Question:
I have read your Bible Study on marriage and was indeed enlightened. However, I still have a question. I will be as brief as possible and hope that you will understand what I am trying to ask. The Bible states that the head of every man is Christ and the head of the woman is the man. Does this statement also include men who are unsaved?
For an example, the wife is saved, the husband is unsaved. The husband provides all the necessary basics for his wife, but does not attend church and seems to get an attitude when ever his wife attends. Can this man who is outside of Christ still be considered as the head of his wife? This issue caused a division in our Sunday School class, the men seemed to think that regardless of the man being unsaved, he was still considered the head. The women felt that without Christ being the head of this man there was no way that he could be the head of his wife. Please help, I really want to understand this.
Thank you.
Answer:
I Corinthians 11:2,3 says, “Now I praise you, brethren, that ye remember me in all things, and keep the ordinances, as I delivered them to you. But I would have you know, that the head of every man is Christ; and the head of the woman is the man; and the head of Christ is God.” Ephesians 5:22-24 says, “Wives, submit yourselves unto your own husbands, as unto the Lord. For the husband is the head of the wife, even as Christ is the head of the church: and he is the saviour of the body. Therefore as the church is subject unto Christ, so let the wives be to their own husbands in every thing.” There is no exception because a man is not saved (that is, unless the man asks his wife to do something unscriptural, then she must humbly obey the Lord).
Read I Samuel chapter 25, where Nabal refuses to feed David, but when his wife Abigail hears about it, she does feed him. The right thing to do was to feed God’s man who was hungry, even though that was not the will of her husband. You spoke of attitudes. Please carefully consider Abigail’s attitude after she did what she had to do. I Samuel 25:36-38 says, “And Abigail came to Nabal; and, behold, he held a feast in his house, like the feast of a king; and Nabal’s heart was merry within him, for he was very drunken: wherefore she told him nothing, less or more, until the morning light. But it came to pass in the morning, when the wine was gone out of Nabal, and his wife had told him these things, that his heart died within him, and he became as a stone. And it came to pass about ten days after, that the LORD smote Nabal, that he died.”
Abigail had gone against her husband’s wishes, because she believed that it would have been sinning against God to ignore the needs of His servant. But when she got back home, she did not try to hide what she had done.
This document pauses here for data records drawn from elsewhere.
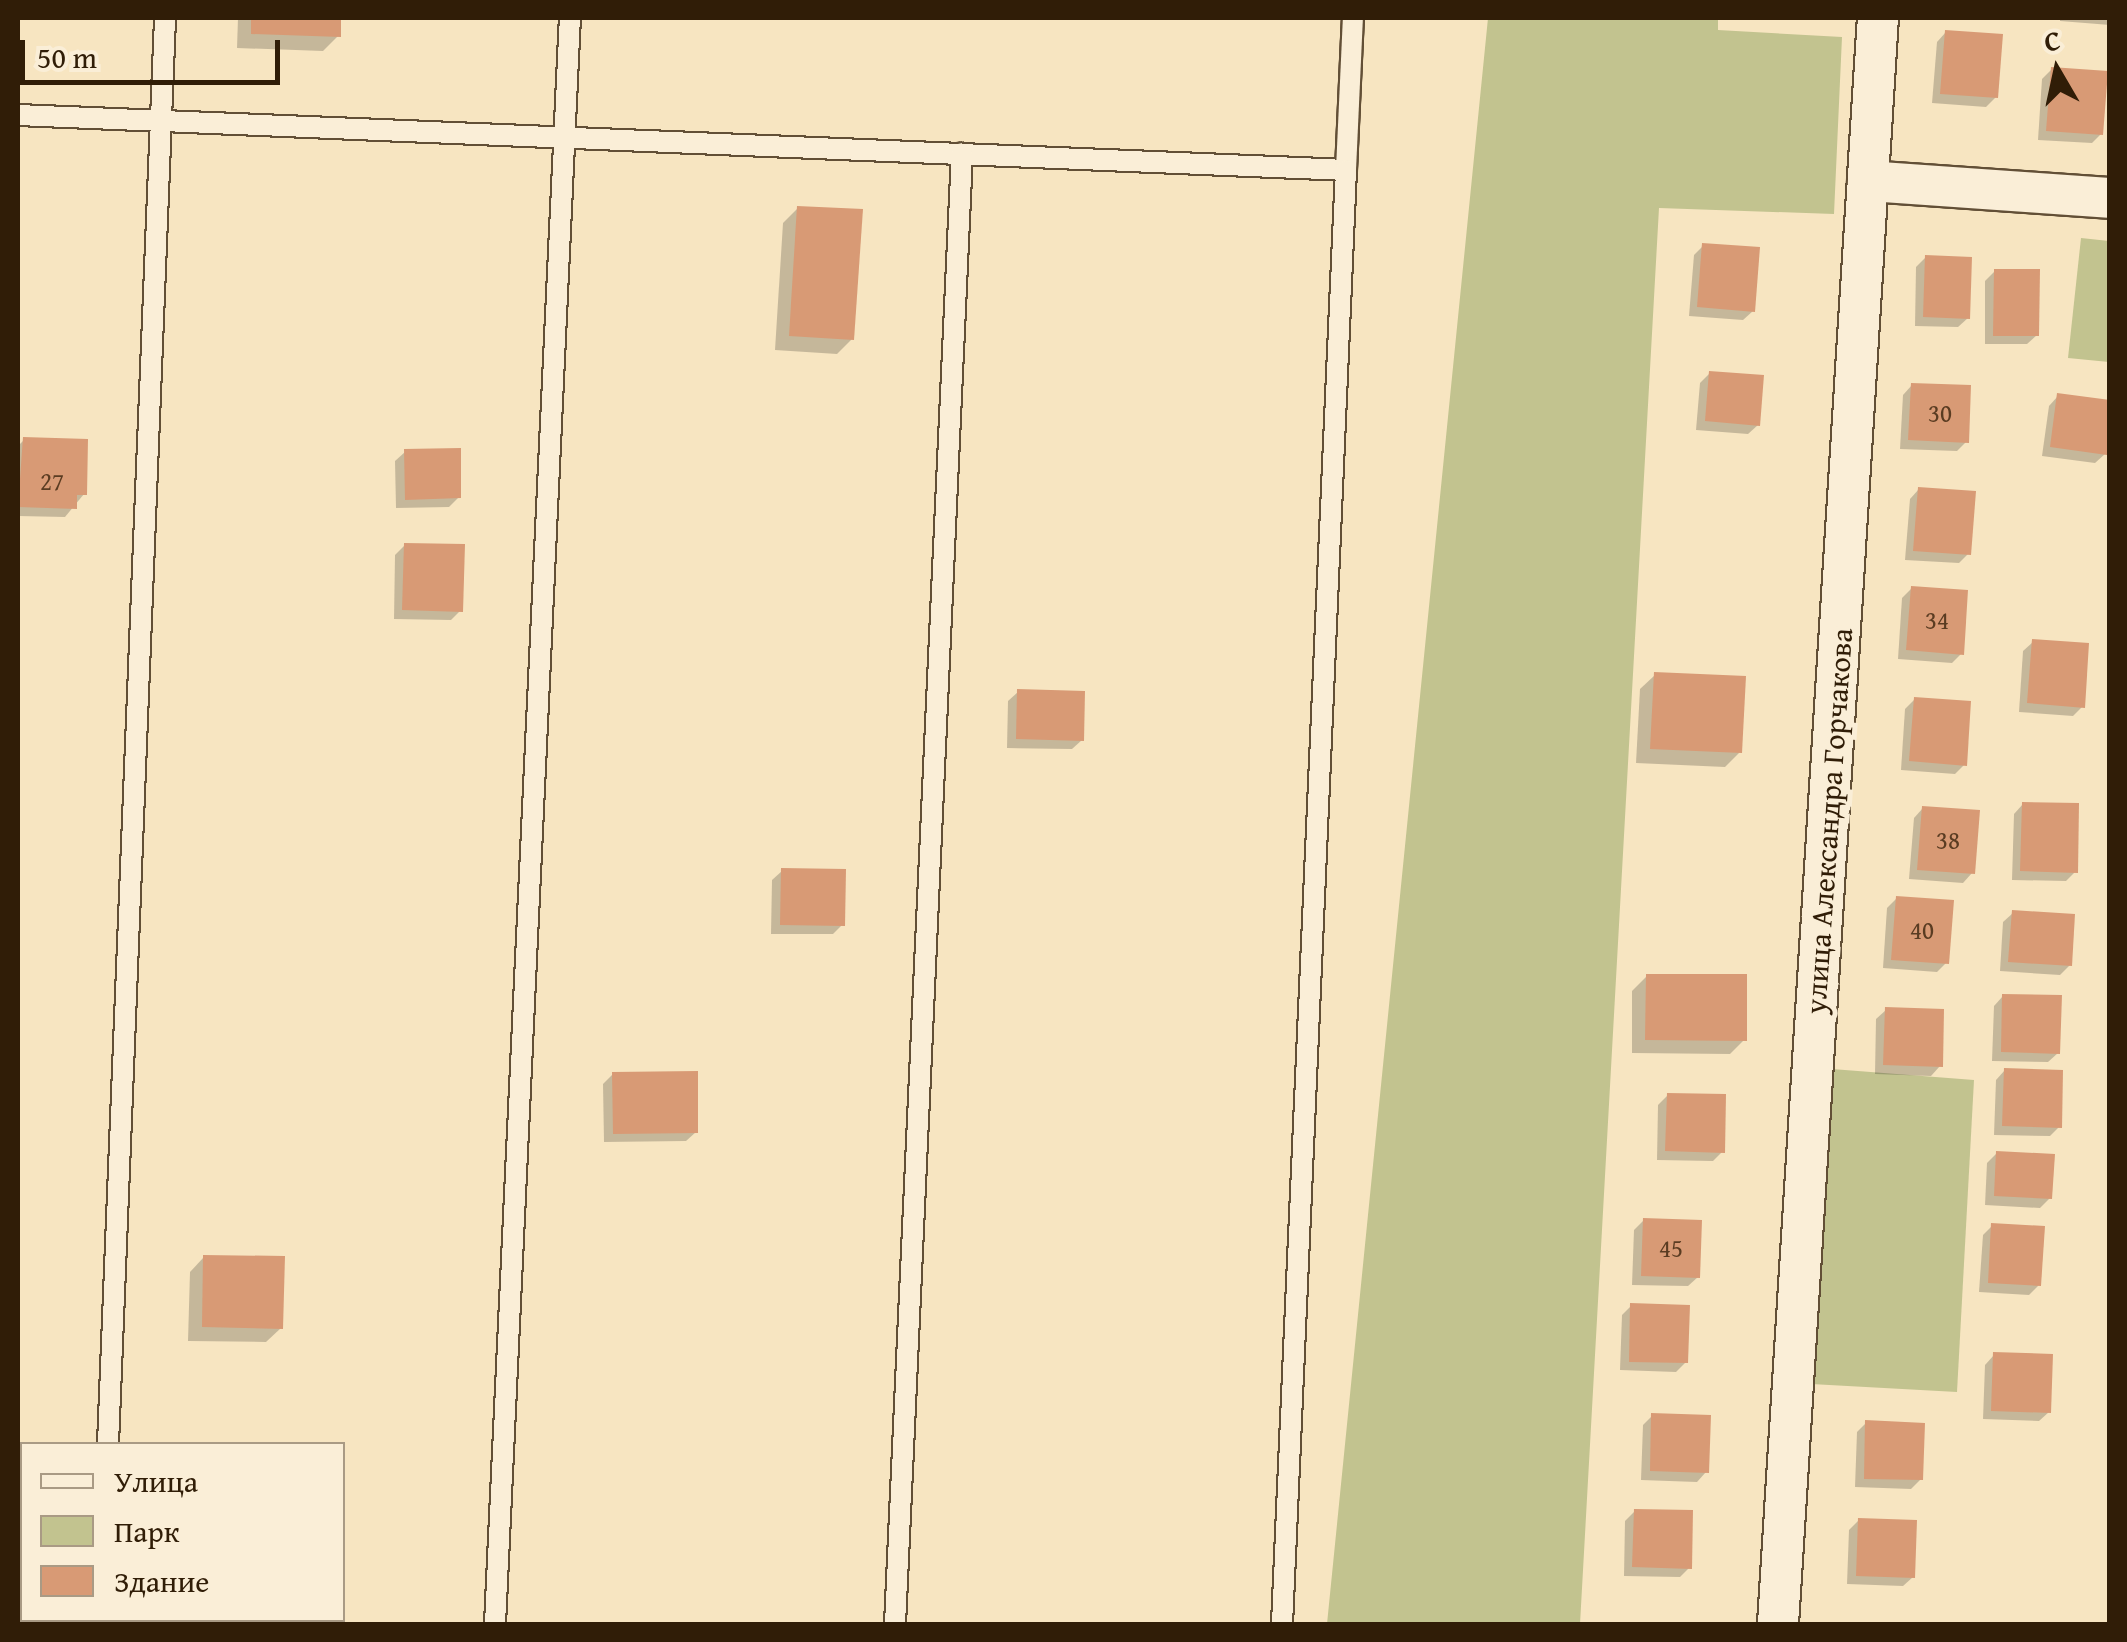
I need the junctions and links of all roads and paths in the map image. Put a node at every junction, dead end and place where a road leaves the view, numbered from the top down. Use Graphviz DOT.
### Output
graph roads {
  1 [pos="165,18"];
  2 [pos="570,18"];
  3 [pos="1354,18"];
  4 [pos="1878,18"];
  5 [pos="18,115"];
  6 [pos="160,121"];
  7 [pos="566,138"];
  8 [pos="962,154"];
  9 [pos="1346,170"];
  10 [pos="1868,180"];
  11 [pos="2110,198"];
  12 [pos="108,1442"];
  13 [pos="495,1624"];
  14 [pos="895,1624"];
  15 [pos="1282,1624"];
  16 [pos="1778,1624"];
  1 -- 6 [label="lane"];
  2 -- 7 [label="lane"];
  3 -- 9 [label="lane"];
  4 -- 10 [label="street, улица Александра Горчакова"];
  5 -- 6 [label="lane"];
  6 -- 7 [label="lane"];
  6 -- 12 [label="lane"];
  7 -- 8 [label="lane"];
  7 -- 13 [label="lane"];
  8 -- 9 [label="lane"];
  8 -- 14 [label="lane"];
  9 -- 15 [label="lane"];
  10 -- 11 [label="street"];
  10 -- 16 [label="street, улица Александра Горчакова"];
}
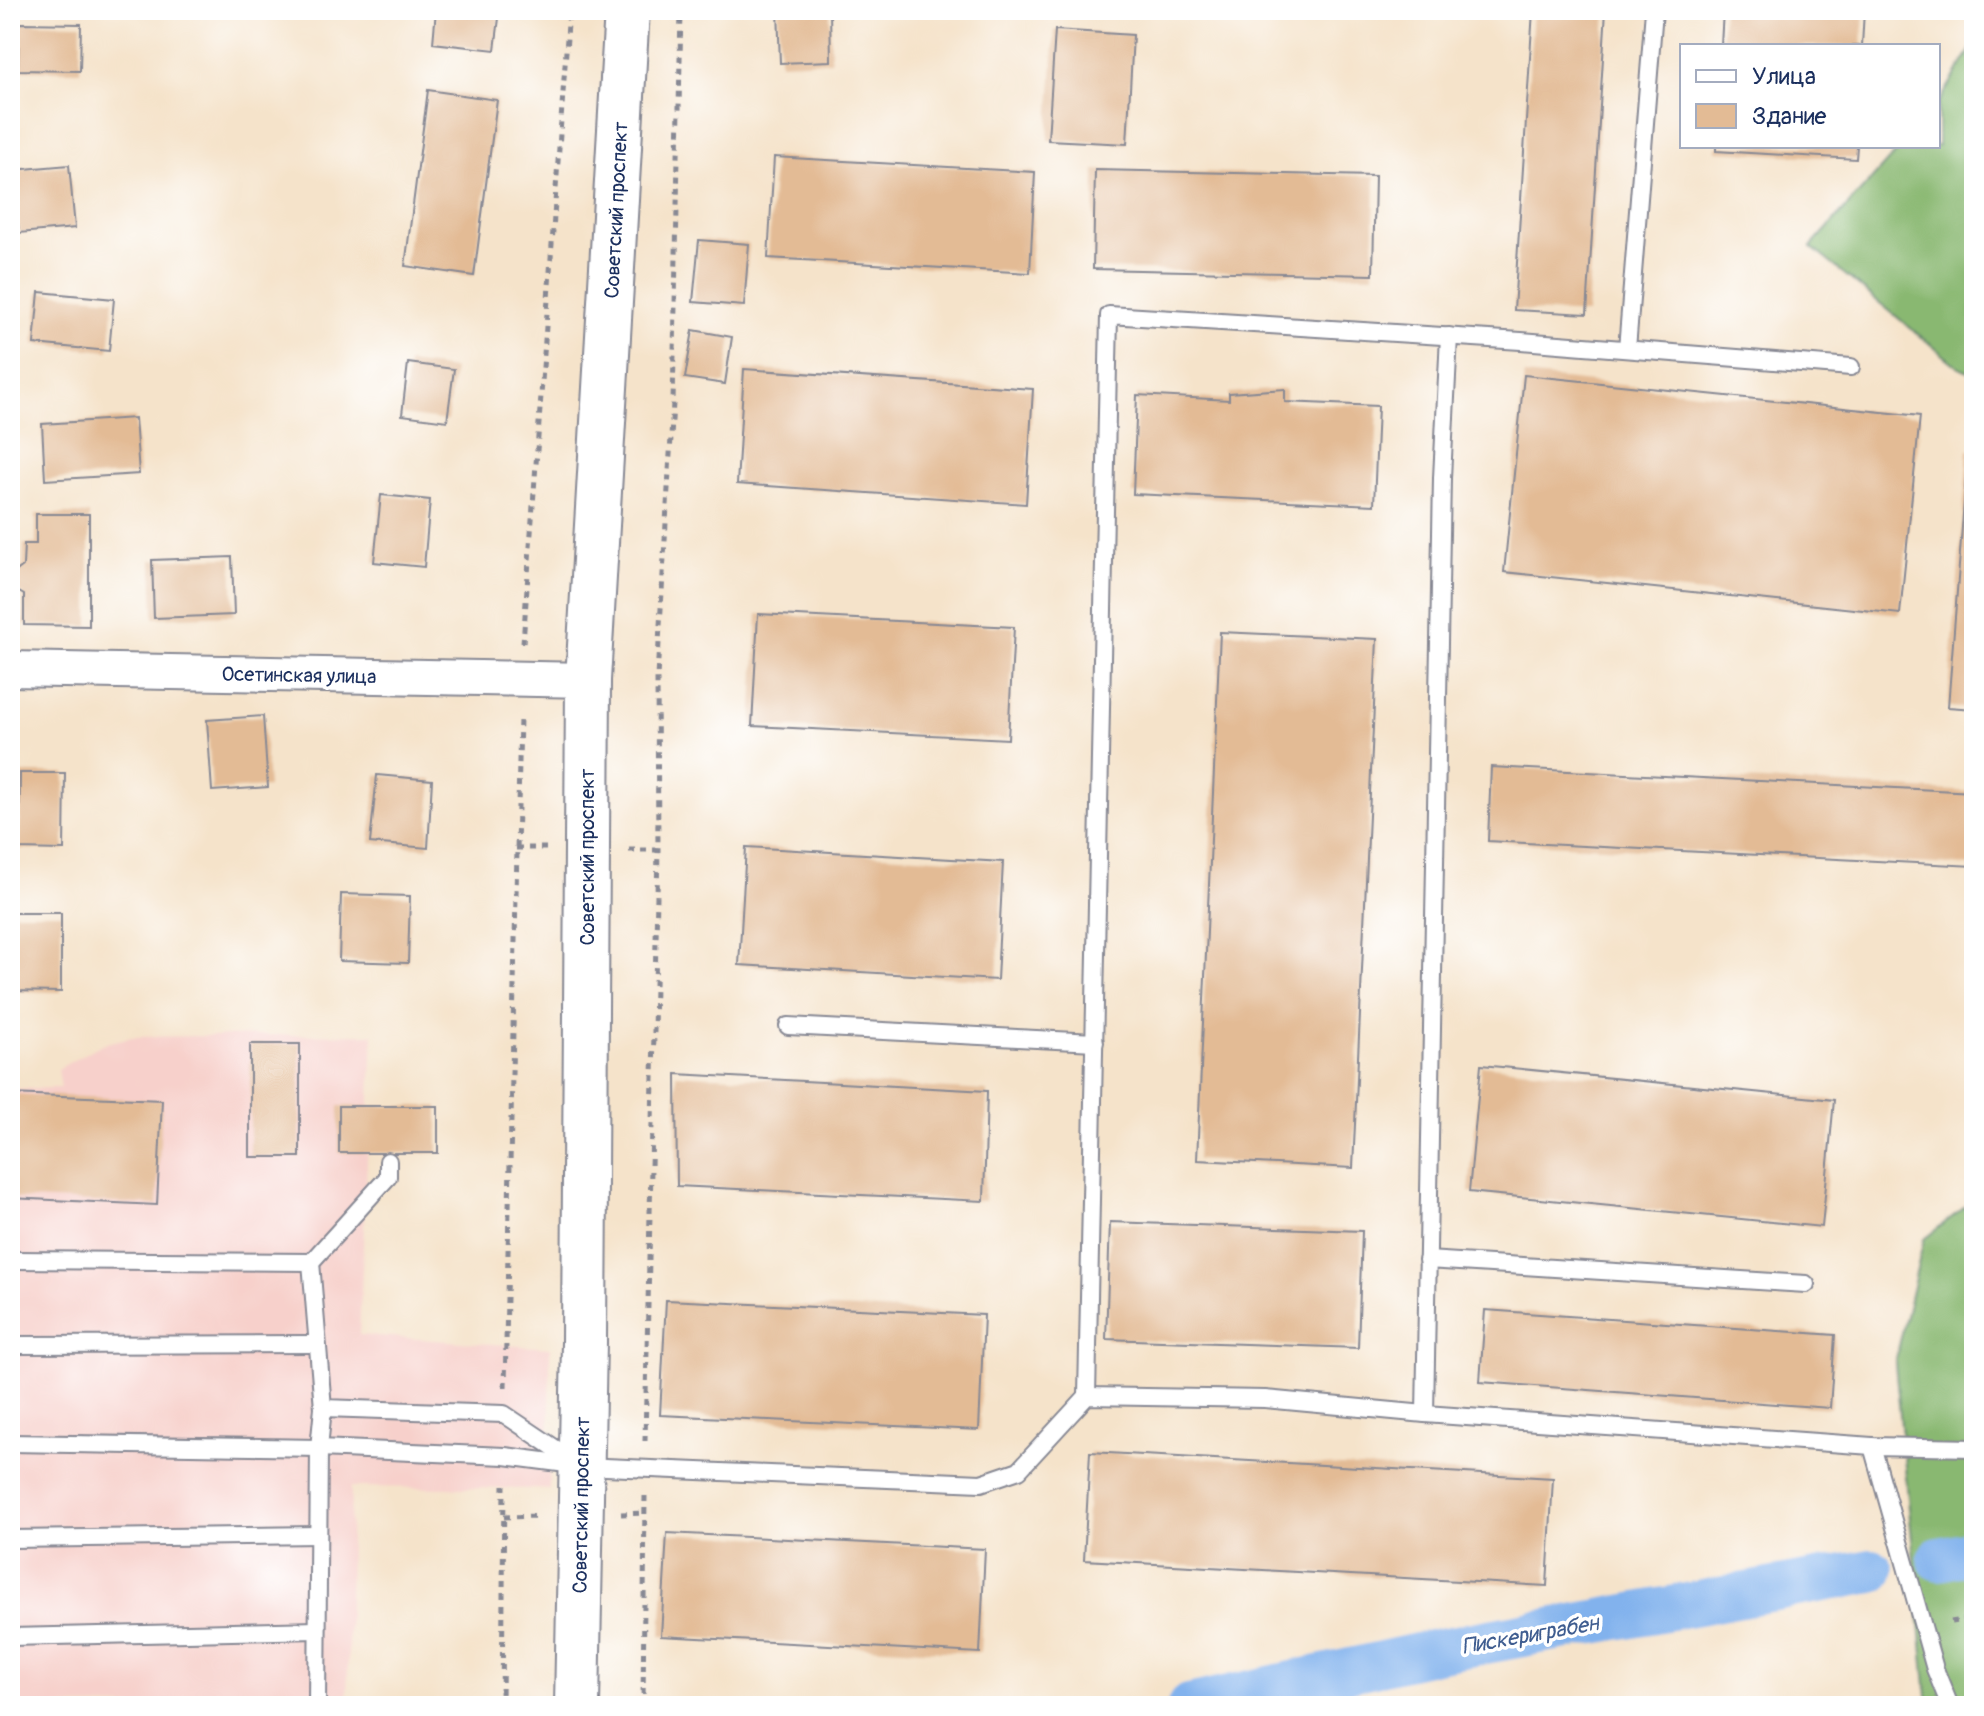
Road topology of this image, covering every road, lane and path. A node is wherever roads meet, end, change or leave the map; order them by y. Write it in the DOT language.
graph roads {
  1 [pos="569,10"];
  2 [pos="627,10"];
  3 [pos="681,10"];
  4 [pos="1654,10"];
  5 [pos="1449,336"];
  6 [pos="1627,349"];
  7 [pos="1851,367"];
  8 [pos="10,669"];
  9 [pos="521,679"];
  10 [pos="588,680"];
  11 [pos="788,1026"];
  12 [pos="1095,1042"];
  13 [pos="388,1161"];
  14 [pos="10,1260"];
  15 [pos="1427,1260"];
  16 [pos="311,1262"];
  17 [pos="1806,1284"];
  18 [pos="317,1344"];
  19 [pos="10,1345"];
  20 [pos="1087,1396"];
  21 [pos="323,1408"];
  22 [pos="504,1414"];
  23 [pos="1425,1414"];
  24 [pos="10,1443"];
  25 [pos="1872,1446"];
  26 [pos="319,1448"];
  27 [pos="1974,1448"];
  28 [pos="505,1456"];
  29 [pos="582,1466"];
  30 [pos="645,1468"];
  31 [pos="318,1535"];
  32 [pos="10,1539"];
  33 [pos="317,1630"];
  34 [pos="10,1637"];
  35 [pos="317,1706"];
  36 [pos="502,1706"];
  37 [pos="577,1706"];
  38 [pos="643,1706"];
  39 [pos="1950,1706"];
  1 -- 9 [label="path"];
  2 -- 10 [label="main road, Советский проспект"];
  3 -- 30 [label="path"];
  4 -- 6 [label="lane"];
  5 -- 6 [label="lane"];
  5 -- 12 [label="lane"];
  5 -- 15 [label="lane"];
  6 -- 7 [label="lane"];
  8 -- 9 [label="street, Осетинская улица"];
  9 -- 10 [label="street, Осетинская улица"];
  9 -- 22 [label="path"];
  10 -- 29 [label="main road, Советский проспект"];
  11 -- 12 [label="lane"];
  12 -- 20 [label="lane"];
  13 -- 16 [label="lane"];
  14 -- 16 [label="lane"];
  15 -- 17 [label="lane"];
  15 -- 23 [label="lane"];
  16 -- 18 [label="lane"];
  18 -- 19 [label="lane"];
  18 -- 21 [label="lane"];
  20 -- 23 [label="lane"];
  20 -- 30 [label="lane"];
  21 -- 22 [label="lane"];
  21 -- 26 [label="lane"];
  22 -- 29 [label="lane"];
  23 -- 25 [label="lane"];
  24 -- 26 [label="lane"];
  25 -- 27 [label="lane"];
  25 -- 39 [label="lane"];
  26 -- 28 [label="lane"];
  26 -- 31 [label="lane"];
  28 -- 29 [label="lane"];
  28 -- 36 [label="path"];
  29 -- 30 [label="lane"];
  29 -- 37 [label="main road, Советский проспект"];
  30 -- 38 [label="path"];
  31 -- 32 [label="lane"];
  31 -- 33 [label="lane"];
  33 -- 34 [label="lane"];
  33 -- 35 [label="lane"];
}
The only reason that she did not tell him immediately when she got back home, was because he was drunk (that is not a good time to tell a husband that you have gone against his wishes). But notice that she did tell him in the morning. I am sure that she expected to get beaten by her husband for doing what she had done, but she was still going to submit to this man, because she was his wife.
The reason that many women do not find God doing a work in their husband’s hearts, is because they have a poor and rebellious attitude toward their husbands. We all must submit ourselves to God, and obey what He says. It is then that miracles can happen in the home. I Peter 3:1-4 says, “Likewise, ye wives, be in subjection to your own husbands; that, if any obey not the word, they also may without the word be won by the conversation of the wives; While they behold your chaste conversation coupled with fear. Whose adorning let it not be that outward adorning of plaiting the hair, and of wearing of gold, or of putting on of apparel; But let it be the hidden man of the heart, in that which is not corruptible, even the ornament of a meek and quiet spirit, which is in the sight of God of great price.”